Il y avait débuté en effet vers 1845. Il n’avait plus d’âge. C’était un doux souffreteux, très honnête, très bon, mais doué à un degré plaisant de tous les défauts particuliers à ceux de sa profession. L’inaltérable gaîté qu’il gardait malgré l’excès de sa misère, lui faisait tout pardonner.
Le malheureux avait même imaginé, un jour où il avait trop faim, d’aller réciter des vers, dans les cours des maisons. C’était une chose attendrissante que de lui voir rejouer, pour payer à table sa place de parasite, son rôle de mendiant des rues.
— Le jour où je pris cette résolution, disait-il, j’entrai d’abord dans une cour de la rue des Saints-Pères. J’avais appris avec beaucoup de soin la Conscience de Victor Hugo, — mais la honte me suffoquant, au moment de commencer, j’attaquai, sans le vouloir, le récit de Théramène que je savais depuis mon enfance ! Ma douleur était si vive, que je me sentis pathétique. Ah ! si un public connaisseur, un vrai public, mon public de la Comédie française, avait pu me voir ce jour-là !… On s’était mis aux fenêtres, et les sous commencèrent à pleuvoir avec les quolibets.
Alors, il se mettait à mimer la scène, laissant tomber un sou à terre, de temps à autre, et interrompant d’un « merci bien ! » du plus piquant effet, l’illustre tirade, à la manière des joueurs d’orgue de Barbarie.
— « A la fin, terminait-il, saisi par le désespoir de ma situation personnelle, je tombai sur un genou, la tête dans mes mains, en criant malgré moi : « Non ! non ! c’est trop souffrir ! » On attribua ma douleur à Théramène ; on crut que je pleurais ce pauvre Hippolyte, et, à toutes les fenêtres, éclatèrent des applaudissements, dont, malgré mon désespoir, je me sentis encouragé, et même charmé !
« Cela parut si comique à une bande d’étudiants groupés à une fenêtre du cinquième, qu’ils m’envoyèrent chercher, et de ce moment, j’entrevis des jours meilleurs.

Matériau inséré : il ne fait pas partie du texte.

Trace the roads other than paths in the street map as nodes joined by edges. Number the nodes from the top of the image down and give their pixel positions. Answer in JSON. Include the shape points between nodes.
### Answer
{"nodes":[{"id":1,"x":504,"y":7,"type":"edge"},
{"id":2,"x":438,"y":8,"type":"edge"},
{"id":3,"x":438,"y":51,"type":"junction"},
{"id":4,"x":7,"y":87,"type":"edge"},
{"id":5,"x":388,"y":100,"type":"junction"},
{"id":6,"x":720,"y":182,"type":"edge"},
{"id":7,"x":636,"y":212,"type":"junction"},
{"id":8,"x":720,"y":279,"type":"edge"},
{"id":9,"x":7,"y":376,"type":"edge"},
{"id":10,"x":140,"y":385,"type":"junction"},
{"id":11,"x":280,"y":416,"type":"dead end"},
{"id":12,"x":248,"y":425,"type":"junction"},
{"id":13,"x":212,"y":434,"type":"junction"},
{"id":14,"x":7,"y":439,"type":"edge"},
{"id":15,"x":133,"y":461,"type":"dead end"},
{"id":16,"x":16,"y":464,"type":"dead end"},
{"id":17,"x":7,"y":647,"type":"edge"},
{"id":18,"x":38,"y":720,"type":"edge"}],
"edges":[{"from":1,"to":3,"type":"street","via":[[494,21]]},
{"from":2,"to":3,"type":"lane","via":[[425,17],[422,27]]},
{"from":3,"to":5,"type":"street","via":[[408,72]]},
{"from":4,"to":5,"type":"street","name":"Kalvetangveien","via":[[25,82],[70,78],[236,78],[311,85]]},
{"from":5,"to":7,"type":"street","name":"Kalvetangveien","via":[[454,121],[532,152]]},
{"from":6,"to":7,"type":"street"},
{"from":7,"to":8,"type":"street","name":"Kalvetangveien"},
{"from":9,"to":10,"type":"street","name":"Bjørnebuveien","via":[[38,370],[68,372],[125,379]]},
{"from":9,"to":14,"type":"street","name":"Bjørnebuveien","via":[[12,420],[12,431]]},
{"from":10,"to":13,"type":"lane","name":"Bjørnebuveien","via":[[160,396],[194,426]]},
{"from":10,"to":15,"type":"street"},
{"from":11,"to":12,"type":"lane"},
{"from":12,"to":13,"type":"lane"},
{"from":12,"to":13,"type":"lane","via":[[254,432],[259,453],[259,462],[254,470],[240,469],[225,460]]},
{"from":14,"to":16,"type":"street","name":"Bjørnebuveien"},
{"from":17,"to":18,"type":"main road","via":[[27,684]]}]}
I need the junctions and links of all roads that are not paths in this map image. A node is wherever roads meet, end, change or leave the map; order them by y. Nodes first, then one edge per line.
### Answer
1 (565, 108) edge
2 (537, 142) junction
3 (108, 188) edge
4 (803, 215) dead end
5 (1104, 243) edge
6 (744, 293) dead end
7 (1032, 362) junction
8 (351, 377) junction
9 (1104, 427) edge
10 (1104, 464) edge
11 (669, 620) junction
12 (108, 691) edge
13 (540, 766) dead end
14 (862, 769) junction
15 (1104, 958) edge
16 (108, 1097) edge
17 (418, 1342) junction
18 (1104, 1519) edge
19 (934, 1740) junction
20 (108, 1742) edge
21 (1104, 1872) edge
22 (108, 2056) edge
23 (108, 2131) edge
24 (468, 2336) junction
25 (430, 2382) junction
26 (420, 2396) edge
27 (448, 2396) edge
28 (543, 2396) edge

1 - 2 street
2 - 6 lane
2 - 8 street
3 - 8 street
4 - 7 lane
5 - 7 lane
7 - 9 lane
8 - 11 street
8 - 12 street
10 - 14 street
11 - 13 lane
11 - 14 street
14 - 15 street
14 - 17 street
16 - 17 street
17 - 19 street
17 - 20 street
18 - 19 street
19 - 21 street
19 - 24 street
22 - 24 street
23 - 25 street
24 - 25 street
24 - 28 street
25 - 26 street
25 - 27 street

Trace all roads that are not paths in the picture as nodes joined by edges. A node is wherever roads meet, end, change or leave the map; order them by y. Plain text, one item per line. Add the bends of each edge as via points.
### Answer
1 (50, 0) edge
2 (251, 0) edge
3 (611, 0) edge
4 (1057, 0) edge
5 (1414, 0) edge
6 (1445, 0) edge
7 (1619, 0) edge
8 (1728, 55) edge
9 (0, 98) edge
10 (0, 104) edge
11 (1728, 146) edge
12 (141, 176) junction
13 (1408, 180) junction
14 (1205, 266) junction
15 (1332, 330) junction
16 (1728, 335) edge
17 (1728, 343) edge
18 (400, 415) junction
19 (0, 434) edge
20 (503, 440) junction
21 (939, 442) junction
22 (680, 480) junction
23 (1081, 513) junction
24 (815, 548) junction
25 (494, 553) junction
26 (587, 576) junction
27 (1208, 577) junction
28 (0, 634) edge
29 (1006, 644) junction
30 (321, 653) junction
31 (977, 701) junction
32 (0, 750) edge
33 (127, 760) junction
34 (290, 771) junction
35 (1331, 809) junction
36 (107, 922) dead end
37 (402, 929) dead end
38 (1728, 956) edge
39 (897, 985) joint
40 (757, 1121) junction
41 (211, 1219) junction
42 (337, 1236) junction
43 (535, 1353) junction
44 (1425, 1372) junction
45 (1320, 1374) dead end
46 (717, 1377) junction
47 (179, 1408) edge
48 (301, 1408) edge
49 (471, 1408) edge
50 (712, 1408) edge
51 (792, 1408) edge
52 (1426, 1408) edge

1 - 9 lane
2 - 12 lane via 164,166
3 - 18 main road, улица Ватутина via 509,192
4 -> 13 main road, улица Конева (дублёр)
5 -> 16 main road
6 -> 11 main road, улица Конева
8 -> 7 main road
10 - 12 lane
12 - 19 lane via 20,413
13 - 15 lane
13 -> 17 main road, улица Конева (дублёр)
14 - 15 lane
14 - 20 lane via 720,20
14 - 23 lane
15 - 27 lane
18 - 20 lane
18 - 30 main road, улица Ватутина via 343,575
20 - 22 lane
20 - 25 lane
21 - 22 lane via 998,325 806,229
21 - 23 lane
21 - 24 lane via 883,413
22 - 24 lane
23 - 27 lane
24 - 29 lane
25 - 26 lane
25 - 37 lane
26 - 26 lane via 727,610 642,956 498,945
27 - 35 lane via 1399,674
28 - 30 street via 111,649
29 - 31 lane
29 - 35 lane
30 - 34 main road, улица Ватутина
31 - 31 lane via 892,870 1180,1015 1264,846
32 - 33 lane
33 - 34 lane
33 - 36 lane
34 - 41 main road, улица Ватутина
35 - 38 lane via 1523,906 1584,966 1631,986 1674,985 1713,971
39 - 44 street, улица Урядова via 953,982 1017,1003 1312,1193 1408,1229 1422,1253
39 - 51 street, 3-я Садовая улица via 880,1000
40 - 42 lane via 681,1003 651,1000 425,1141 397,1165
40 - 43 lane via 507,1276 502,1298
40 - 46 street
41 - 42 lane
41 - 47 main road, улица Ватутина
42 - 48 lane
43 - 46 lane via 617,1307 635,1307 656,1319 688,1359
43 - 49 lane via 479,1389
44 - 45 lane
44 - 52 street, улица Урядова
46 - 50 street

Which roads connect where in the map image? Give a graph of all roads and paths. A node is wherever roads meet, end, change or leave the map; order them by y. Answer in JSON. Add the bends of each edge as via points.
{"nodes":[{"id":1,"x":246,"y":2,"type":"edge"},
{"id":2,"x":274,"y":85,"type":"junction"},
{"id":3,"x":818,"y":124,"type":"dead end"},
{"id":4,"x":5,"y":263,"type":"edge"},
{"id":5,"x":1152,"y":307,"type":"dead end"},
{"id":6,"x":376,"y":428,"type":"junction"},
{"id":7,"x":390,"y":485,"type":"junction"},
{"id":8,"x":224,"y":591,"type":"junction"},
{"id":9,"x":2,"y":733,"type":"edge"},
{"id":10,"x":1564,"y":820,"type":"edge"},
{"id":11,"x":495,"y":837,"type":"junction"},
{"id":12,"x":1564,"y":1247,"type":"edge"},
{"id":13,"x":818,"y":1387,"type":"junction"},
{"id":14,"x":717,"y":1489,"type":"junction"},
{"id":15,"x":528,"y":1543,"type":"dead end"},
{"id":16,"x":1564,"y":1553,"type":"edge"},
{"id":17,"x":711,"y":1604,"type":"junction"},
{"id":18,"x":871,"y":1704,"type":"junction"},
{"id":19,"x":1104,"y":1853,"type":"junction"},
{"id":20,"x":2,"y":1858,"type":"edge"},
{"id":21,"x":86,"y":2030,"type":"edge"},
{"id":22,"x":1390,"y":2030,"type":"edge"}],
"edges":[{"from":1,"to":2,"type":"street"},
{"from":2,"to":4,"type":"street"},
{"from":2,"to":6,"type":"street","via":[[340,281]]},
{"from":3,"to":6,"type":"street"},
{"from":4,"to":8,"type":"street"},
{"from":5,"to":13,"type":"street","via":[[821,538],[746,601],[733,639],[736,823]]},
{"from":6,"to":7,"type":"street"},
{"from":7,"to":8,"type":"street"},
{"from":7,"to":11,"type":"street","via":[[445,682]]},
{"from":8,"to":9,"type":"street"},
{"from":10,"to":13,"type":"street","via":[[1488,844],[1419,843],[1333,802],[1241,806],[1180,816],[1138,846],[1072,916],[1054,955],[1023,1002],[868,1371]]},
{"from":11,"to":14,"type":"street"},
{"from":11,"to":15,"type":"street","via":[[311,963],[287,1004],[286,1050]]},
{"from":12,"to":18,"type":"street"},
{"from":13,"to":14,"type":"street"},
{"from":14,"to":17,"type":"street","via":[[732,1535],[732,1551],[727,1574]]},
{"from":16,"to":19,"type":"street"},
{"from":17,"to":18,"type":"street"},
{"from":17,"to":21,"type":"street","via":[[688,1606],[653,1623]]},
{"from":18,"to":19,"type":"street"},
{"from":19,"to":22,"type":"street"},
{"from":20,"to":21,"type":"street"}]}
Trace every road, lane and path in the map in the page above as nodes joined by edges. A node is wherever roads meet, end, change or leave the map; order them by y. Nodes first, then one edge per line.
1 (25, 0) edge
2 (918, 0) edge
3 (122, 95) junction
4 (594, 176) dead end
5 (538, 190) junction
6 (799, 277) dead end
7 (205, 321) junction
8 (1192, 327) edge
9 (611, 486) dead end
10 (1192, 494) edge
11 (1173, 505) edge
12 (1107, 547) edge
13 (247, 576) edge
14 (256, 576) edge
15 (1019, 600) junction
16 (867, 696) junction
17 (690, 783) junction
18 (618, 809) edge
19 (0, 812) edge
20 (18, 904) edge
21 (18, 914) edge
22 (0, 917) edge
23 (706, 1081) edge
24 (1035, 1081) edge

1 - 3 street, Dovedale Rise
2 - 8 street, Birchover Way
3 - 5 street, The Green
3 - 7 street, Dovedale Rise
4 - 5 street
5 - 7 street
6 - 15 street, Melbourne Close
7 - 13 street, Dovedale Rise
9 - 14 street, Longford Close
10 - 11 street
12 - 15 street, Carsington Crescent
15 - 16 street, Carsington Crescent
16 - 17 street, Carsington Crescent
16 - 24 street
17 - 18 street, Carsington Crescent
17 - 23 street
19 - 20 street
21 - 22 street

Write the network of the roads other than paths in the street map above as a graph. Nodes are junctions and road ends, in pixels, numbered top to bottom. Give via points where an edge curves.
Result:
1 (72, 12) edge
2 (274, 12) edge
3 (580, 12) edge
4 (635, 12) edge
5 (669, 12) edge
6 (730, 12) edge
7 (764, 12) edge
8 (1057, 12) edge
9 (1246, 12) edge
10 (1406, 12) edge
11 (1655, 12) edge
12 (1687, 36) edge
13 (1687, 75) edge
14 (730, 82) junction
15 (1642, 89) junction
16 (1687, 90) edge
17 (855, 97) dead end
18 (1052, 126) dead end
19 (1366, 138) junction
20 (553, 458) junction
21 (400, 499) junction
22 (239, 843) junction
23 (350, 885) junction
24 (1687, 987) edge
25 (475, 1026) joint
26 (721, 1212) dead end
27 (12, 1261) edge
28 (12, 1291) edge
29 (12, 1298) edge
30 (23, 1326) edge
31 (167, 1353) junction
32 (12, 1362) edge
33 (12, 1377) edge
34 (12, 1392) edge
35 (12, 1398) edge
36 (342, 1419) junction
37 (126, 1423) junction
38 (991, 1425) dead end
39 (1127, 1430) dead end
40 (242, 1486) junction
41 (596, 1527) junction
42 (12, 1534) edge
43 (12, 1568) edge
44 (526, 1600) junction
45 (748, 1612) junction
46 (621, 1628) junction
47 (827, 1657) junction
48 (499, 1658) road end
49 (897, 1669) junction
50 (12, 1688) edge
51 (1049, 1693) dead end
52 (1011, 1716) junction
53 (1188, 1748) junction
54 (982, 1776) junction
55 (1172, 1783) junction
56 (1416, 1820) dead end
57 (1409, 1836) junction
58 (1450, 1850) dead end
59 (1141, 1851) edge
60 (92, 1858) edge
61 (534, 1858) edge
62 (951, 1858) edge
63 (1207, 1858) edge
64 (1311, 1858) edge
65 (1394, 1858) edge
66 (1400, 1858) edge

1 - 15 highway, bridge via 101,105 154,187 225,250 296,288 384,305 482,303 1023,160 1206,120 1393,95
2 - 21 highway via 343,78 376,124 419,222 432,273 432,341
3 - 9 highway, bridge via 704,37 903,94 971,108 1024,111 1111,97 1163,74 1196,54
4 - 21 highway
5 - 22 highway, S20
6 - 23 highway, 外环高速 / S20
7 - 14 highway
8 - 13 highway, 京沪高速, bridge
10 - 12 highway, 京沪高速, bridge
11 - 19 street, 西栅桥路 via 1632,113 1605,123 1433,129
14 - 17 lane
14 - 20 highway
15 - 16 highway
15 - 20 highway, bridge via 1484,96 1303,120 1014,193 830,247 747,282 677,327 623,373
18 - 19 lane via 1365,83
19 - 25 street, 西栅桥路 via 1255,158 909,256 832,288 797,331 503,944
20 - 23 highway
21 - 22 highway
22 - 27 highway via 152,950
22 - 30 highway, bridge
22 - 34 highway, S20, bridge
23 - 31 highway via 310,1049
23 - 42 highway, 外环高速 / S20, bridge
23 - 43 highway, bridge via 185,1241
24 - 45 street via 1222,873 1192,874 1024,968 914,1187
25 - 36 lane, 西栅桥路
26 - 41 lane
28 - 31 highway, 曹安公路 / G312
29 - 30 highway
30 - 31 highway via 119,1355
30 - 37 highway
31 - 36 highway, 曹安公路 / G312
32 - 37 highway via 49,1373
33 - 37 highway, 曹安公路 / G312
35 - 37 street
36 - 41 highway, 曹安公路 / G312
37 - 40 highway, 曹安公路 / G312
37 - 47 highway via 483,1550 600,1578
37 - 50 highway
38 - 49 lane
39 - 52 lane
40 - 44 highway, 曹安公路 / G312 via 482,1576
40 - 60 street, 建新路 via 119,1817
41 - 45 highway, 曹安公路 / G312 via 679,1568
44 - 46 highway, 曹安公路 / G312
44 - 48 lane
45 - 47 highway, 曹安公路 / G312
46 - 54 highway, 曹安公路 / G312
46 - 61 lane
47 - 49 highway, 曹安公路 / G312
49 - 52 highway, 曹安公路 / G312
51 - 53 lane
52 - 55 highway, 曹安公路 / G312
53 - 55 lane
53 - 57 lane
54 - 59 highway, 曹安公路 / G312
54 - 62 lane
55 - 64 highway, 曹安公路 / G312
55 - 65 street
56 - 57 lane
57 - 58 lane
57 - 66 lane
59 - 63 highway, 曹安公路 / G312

J’allais, répétant quotidiennement, dans les cours des maisons où logent des étudiants, le récit de Théramène.
« Profitant de l’indication que m’avaient donnée « la nature » et le hasard, je coupais le fameux récit de réflexions de mon cru sur ma misère et le malheur des temps… Et cela m’a permis de vivre. Tout le quartier me connaît sous le nom de Théramène… Appelez-moi comme ça. Ça me fera plaisir, ça me rappelle mon plus gros succès ! »
C’était un professeur économique qu’on avait pris en affection, ce vieux. On lui mettait quelquefois un balai entre les mains ; quelquefois, sous le pied, une brosse à cirer le parquet ; et il cirait, et il balayait, disant : « L’art se rend utile : Utile dulci ! » Et, vraiment, il lui était doux, à cet ingénu, de se rendre utile à qui l’aidait.